LES TROLLS

 

D’ARTROLLSHEIM

 

Depuis qu’il fait froid, je ne fais plus de vélo mais je marche. Je marche dans les champs ou dans le sous-bois, derrière chez moi. Quel que soit le temps, je fais un tour ; ça me détend et ça fait de l’exercice.

L’autre jour, il avait neigé. Marcher dans la neige fraîche c’est un peu plus fatigant mais c’est amusant. Sauf qu’il faut bien soulever les pieds sinon gare aux mauvaises surprises. C’est ce que j’ai oublié de faire ce jour-là car, tout à coup, je me suis retrouvé le nez dans la neige. Je venais de buter sur un morceau de bois.

Je me relève rapidement ; heureusement je ne me suis pas fait mal, j’ai gardé des réflexes de gamins ; au lieu de chercher à éviter la chute je l’accompagne comme dans le judo par exemple.

Je me mets à dégager la neige pour voir ce qui avait causé ma chute. C’était une bûche, certainement perdue par un agriculteur qui avait fait du bois en forêt et qui l’avait rentré tout coupé. Ça lui évite d’avoir des saletés à la maison ; les morceaux d’écorce qui se détachent et la sciure restent en forêt.

Je ramasse cette bûche et constate qu’elle est pleine de trous comme du bois vermoulu mais elle est trop lourde pour cela. Intrigué, je la prends sous le bras et décide de la rapporter à la maison. Je n’ai pas de fourneaux à bois mais je pourrai toujours la donner à quelqu’un. Je tiens absolument à savoir pourquoi cette bûche en apparence vermoulue est aussi lourde. Une fois la neige bien enlevée j’aurai certainement l’explication.

A la maison, je pose la bûche sur une serpillère devant un radiateur et m’occupe en attendant que la chaleur fasse fondre la neige restée collée à la bûche. Au bout d’une petite heure je la reprends en main et, la retournant plusieurs fois, je constate que les trous sont moins nombreux que je ne le pensais tout d’abord et que, de plus, ils n’ont pas la même taille et sont plus gros que des trous de vers. Ils sont aussi tous situés du même côté de la bûche et semblent avoir été faits par une mèche à bois. Quelqu’un s’était amusé à faire, « bêtement », des trous, dans un morceau de bois. J’avais imaginé quelque chose de moins ordinaire, de plus bizarre, pourquoi pas... d’extra-terrestre.

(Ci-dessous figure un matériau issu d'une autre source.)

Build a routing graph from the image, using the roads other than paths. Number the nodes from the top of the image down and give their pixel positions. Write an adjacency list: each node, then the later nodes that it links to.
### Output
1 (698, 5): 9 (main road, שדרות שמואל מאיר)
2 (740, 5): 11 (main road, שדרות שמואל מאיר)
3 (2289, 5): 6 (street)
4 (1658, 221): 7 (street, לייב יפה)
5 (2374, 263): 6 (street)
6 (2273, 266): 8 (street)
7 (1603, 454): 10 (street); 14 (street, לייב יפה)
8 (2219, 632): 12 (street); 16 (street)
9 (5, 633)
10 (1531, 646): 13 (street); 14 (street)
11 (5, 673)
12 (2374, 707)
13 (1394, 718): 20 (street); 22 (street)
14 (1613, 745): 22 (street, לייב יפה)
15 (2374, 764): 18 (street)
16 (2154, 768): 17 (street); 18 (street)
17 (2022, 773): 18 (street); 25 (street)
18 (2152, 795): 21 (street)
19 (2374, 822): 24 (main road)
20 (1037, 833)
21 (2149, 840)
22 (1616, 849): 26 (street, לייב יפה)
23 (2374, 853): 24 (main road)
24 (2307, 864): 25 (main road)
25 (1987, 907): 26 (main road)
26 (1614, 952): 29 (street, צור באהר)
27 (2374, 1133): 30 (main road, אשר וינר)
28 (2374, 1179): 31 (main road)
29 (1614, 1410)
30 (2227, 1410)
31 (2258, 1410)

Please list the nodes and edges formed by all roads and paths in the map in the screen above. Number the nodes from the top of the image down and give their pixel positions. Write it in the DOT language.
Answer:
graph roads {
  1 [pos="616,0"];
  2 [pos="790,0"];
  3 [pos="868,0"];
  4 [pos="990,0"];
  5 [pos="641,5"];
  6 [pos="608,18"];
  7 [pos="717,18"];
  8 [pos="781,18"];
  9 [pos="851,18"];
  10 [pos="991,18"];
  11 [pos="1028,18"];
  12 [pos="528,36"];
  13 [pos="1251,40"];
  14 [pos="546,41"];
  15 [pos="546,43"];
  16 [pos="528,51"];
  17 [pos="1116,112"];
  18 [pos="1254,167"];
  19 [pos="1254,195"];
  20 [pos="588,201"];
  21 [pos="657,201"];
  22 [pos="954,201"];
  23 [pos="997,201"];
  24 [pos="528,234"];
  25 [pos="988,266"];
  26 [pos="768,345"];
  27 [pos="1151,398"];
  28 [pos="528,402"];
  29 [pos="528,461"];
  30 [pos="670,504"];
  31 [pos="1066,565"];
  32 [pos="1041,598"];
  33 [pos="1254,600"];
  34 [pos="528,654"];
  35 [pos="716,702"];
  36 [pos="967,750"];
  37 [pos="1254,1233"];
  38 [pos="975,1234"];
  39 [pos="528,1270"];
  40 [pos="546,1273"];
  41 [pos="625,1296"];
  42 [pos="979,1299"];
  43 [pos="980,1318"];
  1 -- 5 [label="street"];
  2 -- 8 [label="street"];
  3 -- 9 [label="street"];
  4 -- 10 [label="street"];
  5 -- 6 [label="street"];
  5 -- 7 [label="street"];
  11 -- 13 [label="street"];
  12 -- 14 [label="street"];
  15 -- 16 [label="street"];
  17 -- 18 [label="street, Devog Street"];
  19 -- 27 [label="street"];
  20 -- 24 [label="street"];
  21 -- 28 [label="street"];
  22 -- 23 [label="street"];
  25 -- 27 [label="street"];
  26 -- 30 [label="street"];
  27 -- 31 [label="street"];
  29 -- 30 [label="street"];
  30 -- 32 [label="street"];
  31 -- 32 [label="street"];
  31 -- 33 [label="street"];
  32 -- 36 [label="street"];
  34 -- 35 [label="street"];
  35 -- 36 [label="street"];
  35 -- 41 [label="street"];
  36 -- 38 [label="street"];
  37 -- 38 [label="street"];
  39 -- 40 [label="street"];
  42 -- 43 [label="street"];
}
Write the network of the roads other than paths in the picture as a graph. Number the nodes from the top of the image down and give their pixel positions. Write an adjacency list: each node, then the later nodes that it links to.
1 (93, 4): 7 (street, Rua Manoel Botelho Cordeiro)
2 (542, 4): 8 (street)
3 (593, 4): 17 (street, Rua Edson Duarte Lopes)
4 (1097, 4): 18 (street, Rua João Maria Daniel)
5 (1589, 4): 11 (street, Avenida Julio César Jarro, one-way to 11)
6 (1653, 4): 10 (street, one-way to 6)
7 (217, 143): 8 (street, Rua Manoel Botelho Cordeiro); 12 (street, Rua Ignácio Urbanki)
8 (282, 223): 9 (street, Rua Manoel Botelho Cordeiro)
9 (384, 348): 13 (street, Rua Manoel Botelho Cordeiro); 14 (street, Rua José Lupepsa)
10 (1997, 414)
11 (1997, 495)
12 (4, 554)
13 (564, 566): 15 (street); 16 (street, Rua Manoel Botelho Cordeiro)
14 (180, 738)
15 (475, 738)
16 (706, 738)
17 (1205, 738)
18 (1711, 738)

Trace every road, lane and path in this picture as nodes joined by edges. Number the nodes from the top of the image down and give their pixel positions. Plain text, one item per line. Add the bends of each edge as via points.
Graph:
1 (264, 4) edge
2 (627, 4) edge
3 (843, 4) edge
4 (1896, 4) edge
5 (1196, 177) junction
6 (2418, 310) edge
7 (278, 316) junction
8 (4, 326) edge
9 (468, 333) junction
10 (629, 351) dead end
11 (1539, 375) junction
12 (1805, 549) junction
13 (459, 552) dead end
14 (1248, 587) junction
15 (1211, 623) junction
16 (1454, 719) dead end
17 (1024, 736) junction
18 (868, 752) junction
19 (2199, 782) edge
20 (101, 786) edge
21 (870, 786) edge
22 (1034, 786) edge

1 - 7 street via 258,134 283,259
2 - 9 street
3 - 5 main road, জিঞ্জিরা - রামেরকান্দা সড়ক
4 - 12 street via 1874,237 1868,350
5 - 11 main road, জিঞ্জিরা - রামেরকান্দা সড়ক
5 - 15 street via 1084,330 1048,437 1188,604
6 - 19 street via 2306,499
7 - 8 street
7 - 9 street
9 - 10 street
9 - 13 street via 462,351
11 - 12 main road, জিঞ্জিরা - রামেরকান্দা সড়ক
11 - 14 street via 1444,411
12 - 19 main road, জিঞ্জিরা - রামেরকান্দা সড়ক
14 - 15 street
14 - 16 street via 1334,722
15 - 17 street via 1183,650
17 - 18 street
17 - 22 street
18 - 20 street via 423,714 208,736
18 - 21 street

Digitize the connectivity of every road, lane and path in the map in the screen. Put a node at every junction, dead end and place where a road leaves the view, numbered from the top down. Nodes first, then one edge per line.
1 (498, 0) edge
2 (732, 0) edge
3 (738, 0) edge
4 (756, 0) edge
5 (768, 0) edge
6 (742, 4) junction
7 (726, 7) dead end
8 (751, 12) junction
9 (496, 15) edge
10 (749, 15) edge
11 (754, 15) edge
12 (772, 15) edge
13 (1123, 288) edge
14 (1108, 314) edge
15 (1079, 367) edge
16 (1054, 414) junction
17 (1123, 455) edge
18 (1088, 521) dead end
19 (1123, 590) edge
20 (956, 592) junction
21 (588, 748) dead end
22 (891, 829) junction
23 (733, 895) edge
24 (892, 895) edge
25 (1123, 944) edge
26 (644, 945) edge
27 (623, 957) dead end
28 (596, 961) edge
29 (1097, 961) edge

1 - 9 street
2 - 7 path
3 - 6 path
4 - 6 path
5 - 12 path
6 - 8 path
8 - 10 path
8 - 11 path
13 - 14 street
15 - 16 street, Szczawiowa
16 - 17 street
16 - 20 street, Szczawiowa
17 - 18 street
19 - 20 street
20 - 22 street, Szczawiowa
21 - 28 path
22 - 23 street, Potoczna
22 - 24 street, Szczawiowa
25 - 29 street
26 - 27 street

Déçu, je repose la bûche sur la serpillère et décide de la donner dès le lendemain à la voisine, je sais qu’elle chauffe au bois...

En soirée, installé au salon dans mon fauteuil, je suis en train de regarder la télévision ; j’entends depuis un moment des petits craquements dans le couloir mais n’y prête pas vraiment attention. Pendant la coupure publicitaire je me lève et vais voir ce qui peut craquer de la sorte. Passant près de la bûche, toujours sur la serpillère, je me rends compte que les craquements proviennent de là et constate que, sortant des trous, des espèces de bourgeons un peu rouges se forment ; ils grandissent ; ce sont maintenant des petites tiges qui continuent à grandir.